Riihimäki prison camp was a prison camp operating in the area of the Riihimäki garrison after the Finnish Civil War in 1918. It held, at most, around 8 500 red guards. According to the war victims of Finland -database, a total of 981 prisoners died in camp, in result of executions, hunger and disease. The camp was closed down in October 1918, and the forced labour facility replacing it was shut down in the spring of 1921. The memorial of the prison camp is located in the Tienhaara part of Riihimäki.

== The time of the Civil War and executions ==
The Riihimäki red guard got hold of the Riihimäki garrison after the Russian soldiers left in the end of March in 1918. The German Baltic Sea Division invaded Riihimäki on the 22nd of April. Before retreating, the red guards shot nine of the whites whom they held as prisoners in the barracks. Altogether they had 30 whites imprisoned. There is no confirmed information about the identities of the executors. It is very likely that they were not part of the Riihimäki red guards, but rather a division from somewhere else.

After this, the whites executed a total of 141 members of the red guard in Riihimäki and other parts of the Hausjärvi parish. Most of these executions took place in the Riihimäki garrison. After the German invasion, the garrison was under German rule until the start of June 1918.

== Operation of the prison camp ==
The collection of the red guard members to the Riihimäki garrison area began in early May 1918. The number of the prisoners grew. Also, according to official reports the camp held 8,495 prisoners at the most. This was at the time, the 6th largest prison camp in Finland.

On May 23, the responsibility of the prison camp guarding was given to the 5th regiment of South-Ostrobothnia. Later in summer these troops were renamed as the Riihimäki guard battalions. The prison camp, closed down in September 1918 and was transformed into a forced labour facility. It also moved into the rule of civil authority. With this change, only those with certain sentences relating to labour work stayed in Riihimäki, while others were transported either to the Tammisaari prison camp or the prisons in Turku or Lappeenranta by the end of 1920. Officially, the forced labour facility in Riihimäki was stopped in 1921.

== Conditions ==
As many other camps, the prisoners in Riihimäki were forced to live malnourished in cramped and inhumane conditions. The food services in camp were inadequate and food was, at worst, missing from 2 000 prisoners. Foodstuff being on shortage, different things such as straws were baked into bread, causing bowel diseases. The hygiene conditions in camp were horrible, almost nonexistent. The Riihimäki prison camp still wasn't amongst the worst of the camps established by the whites.

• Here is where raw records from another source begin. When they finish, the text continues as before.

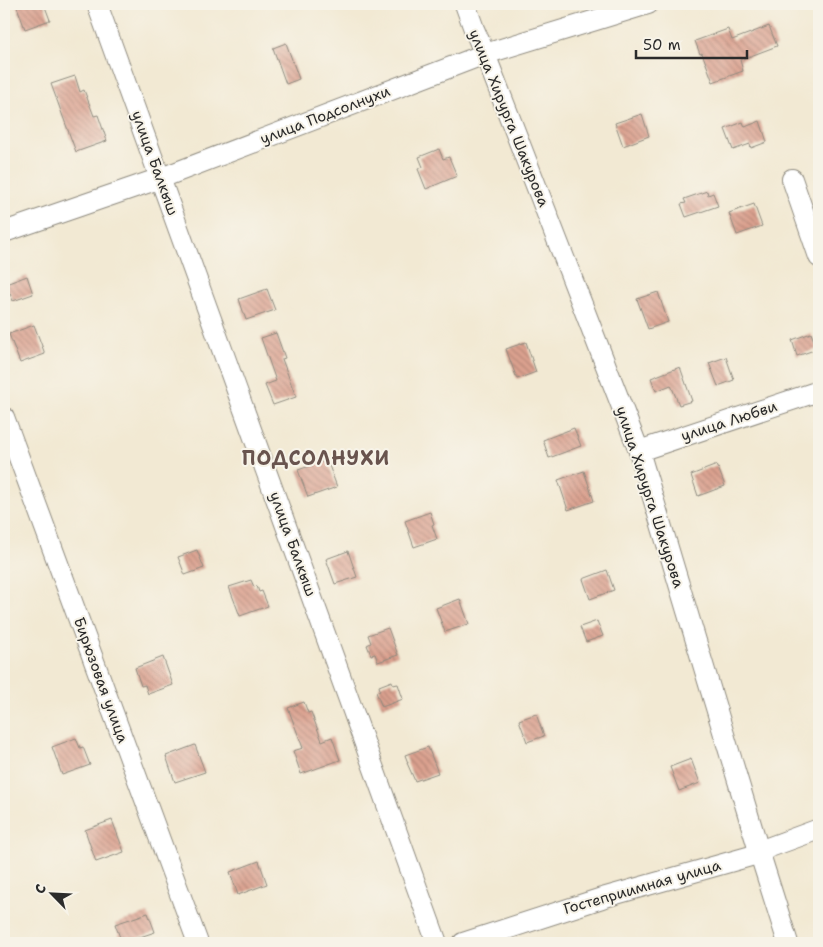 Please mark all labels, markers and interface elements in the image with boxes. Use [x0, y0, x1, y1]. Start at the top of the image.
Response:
street label: улица Хирурга Шакурова [464, 26, 554, 210]
scale bar [636, 28, 747, 60]
text: 50 m [643, 35, 681, 55]
street label: улица Подсолнухи [257, 81, 393, 149]
street label: улица Балкыш [127, 108, 183, 218]
street label: улица Любви [678, 396, 780, 446]
street label: улица Хирурга Шакурова [611, 404, 689, 591]
district label: ПОДСОЛНУХИ [242, 445, 390, 471]
street label: улица Балкыш [265, 489, 321, 599]
street label: Бирюзовая улица [69, 614, 133, 746]
street label: Гостеприимная улица [561, 855, 724, 919]
north arrow [28, 870, 78, 920]
text: С [30, 881, 50, 896] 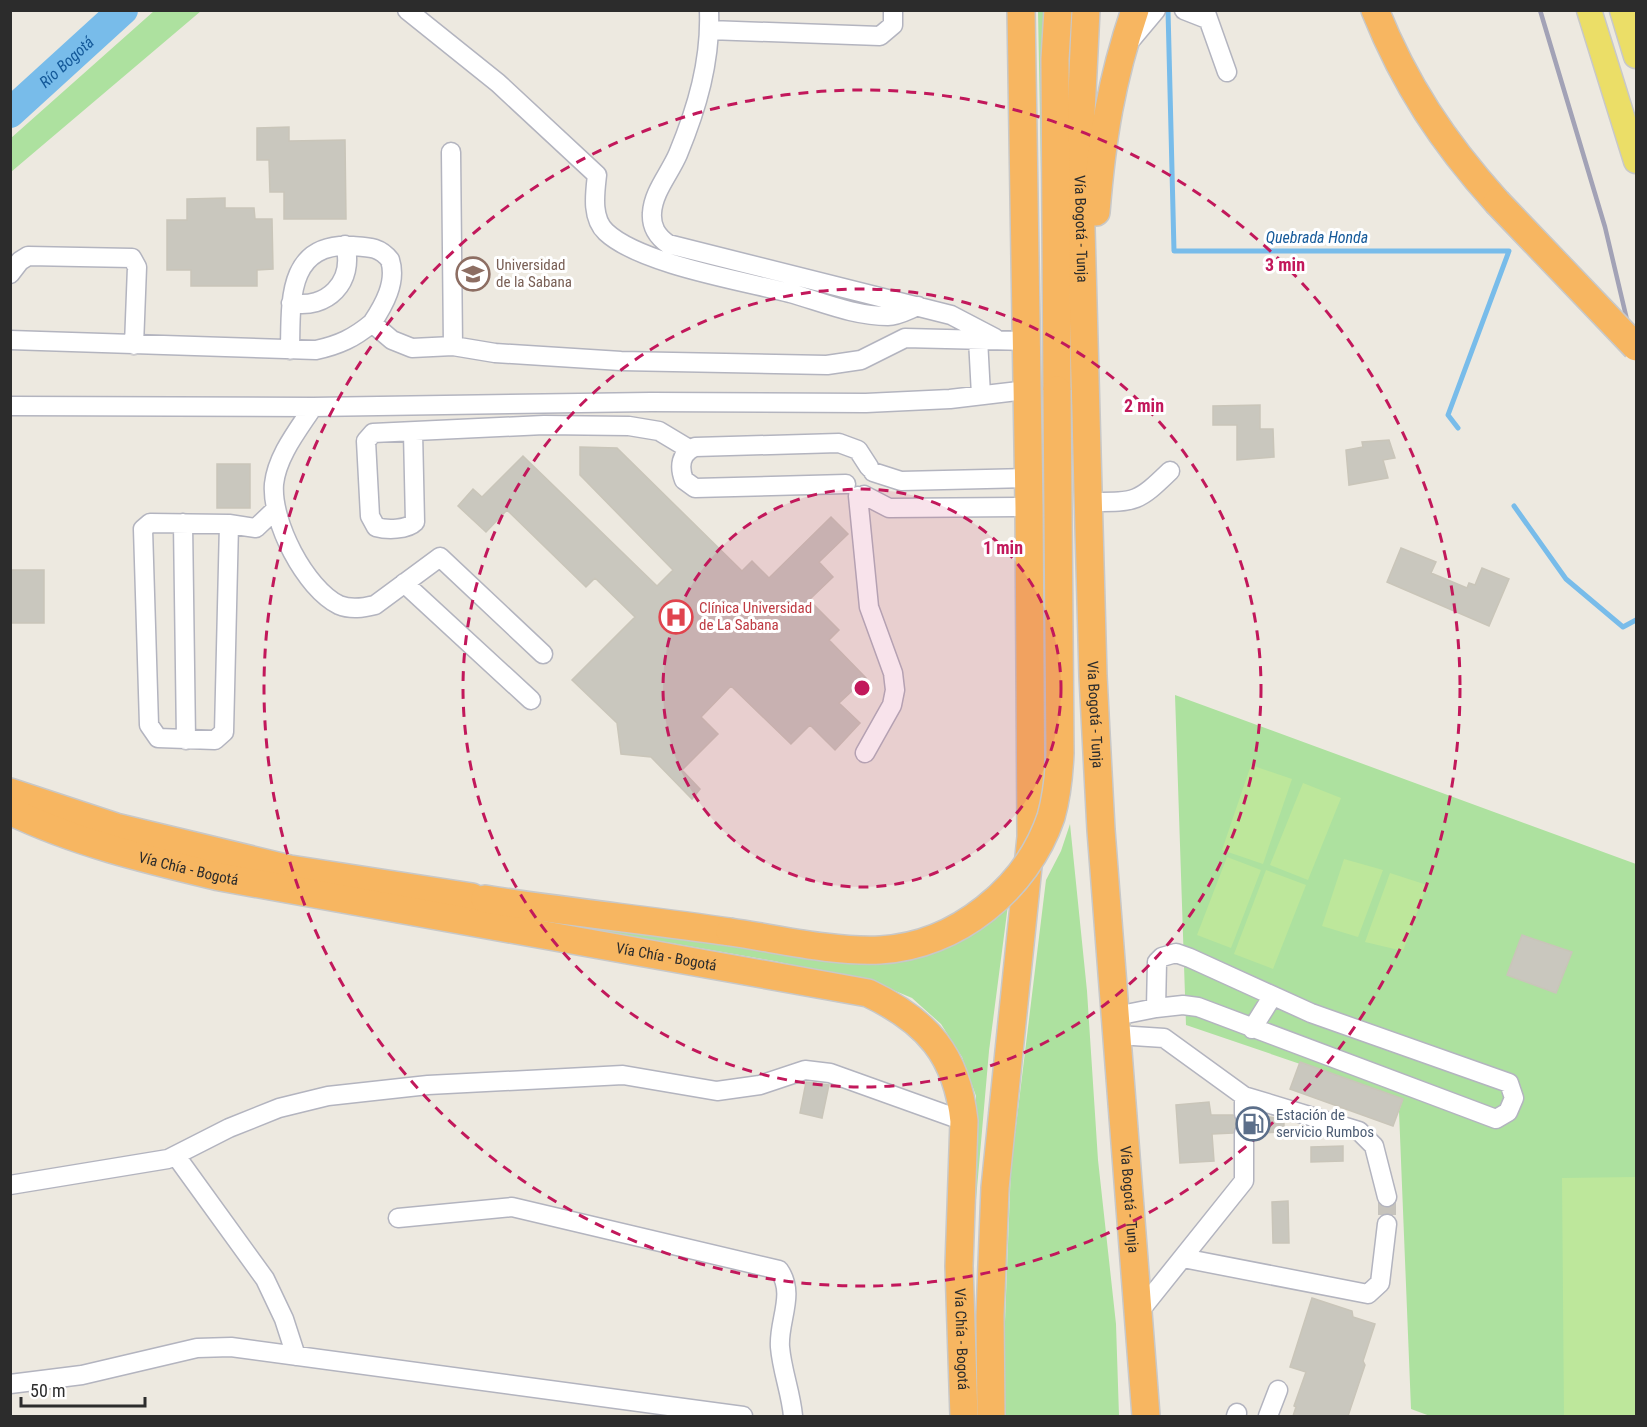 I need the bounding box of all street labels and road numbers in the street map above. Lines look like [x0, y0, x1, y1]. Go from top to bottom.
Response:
street label: Vía Bogotá - Tunja [1071, 175, 1091, 283]
street label: Vía Bogotá - Tunja [1084, 661, 1107, 769]
street label: Vía Chía - Bogotá [137, 848, 240, 889]
street label: Vía Chía - Bogotá [615, 939, 718, 975]
street label: Vía Bogotá - Tunja [1116, 1145, 1142, 1254]
street label: Vía Chía - Bogotá [951, 1288, 972, 1390] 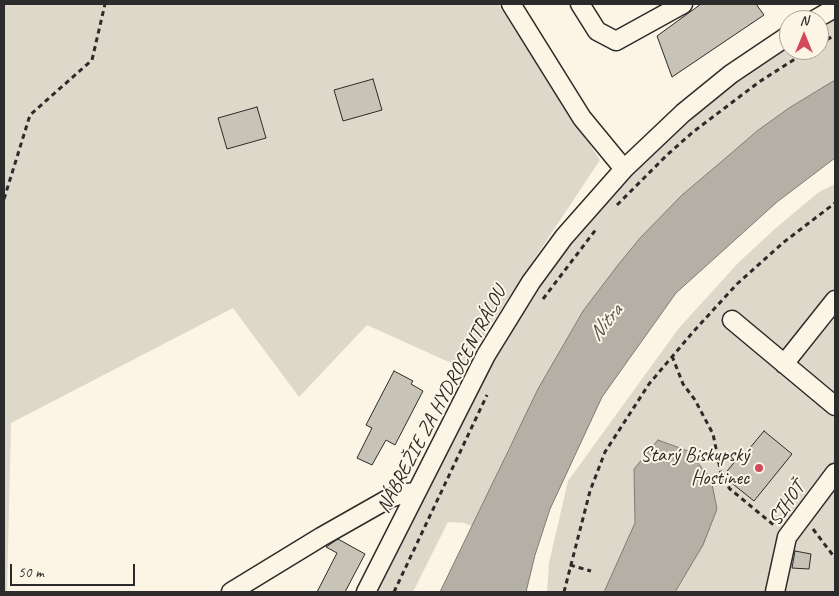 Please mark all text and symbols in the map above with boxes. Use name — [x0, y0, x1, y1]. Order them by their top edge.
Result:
north arrow — [779, 10, 829, 60]
text: N — [800, 12, 808, 29]
street label: NÁBREŽIE ZA HYDROCENTRÁLOU — [372, 283, 512, 517]
water label: Nitra — [584, 300, 628, 346]
place label: Starý Biskupský Hostinec — [640, 444, 749, 491]
marker: Starý Biskupský Hostinec — [753, 462, 765, 474]
street label: SIHOŤ — [763, 477, 811, 531]
scale bar — [12, 554, 138, 586]
text: 50 m — [18, 563, 44, 582]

Some of the prisoners did forced labour work in the labour colonies owned by businessman H.G.Paloheimo. They got better nutrition then those at the garrison, and were also treated more humanely.

== Memorial and burial sites ==
The Riihimäki prison camp memorial is located in the Tienhaara part of the city. In the same area, lie around 200 prisoners who died on camp. In addition to this so-called Lepola cemetery, prisoners were also buried to the Riihimäki cemetery. Some of the bodies were sent to the home regions of the prisoners. On the establishment-phase of the prison, prisoners were also buried to the forests surrounding the garrison and nearby the Riihimäki garrison church. Lepola cemetery was inaugurated in 1918 by the prison camp priest Urho Valtari. The memorial was put in place in 1950.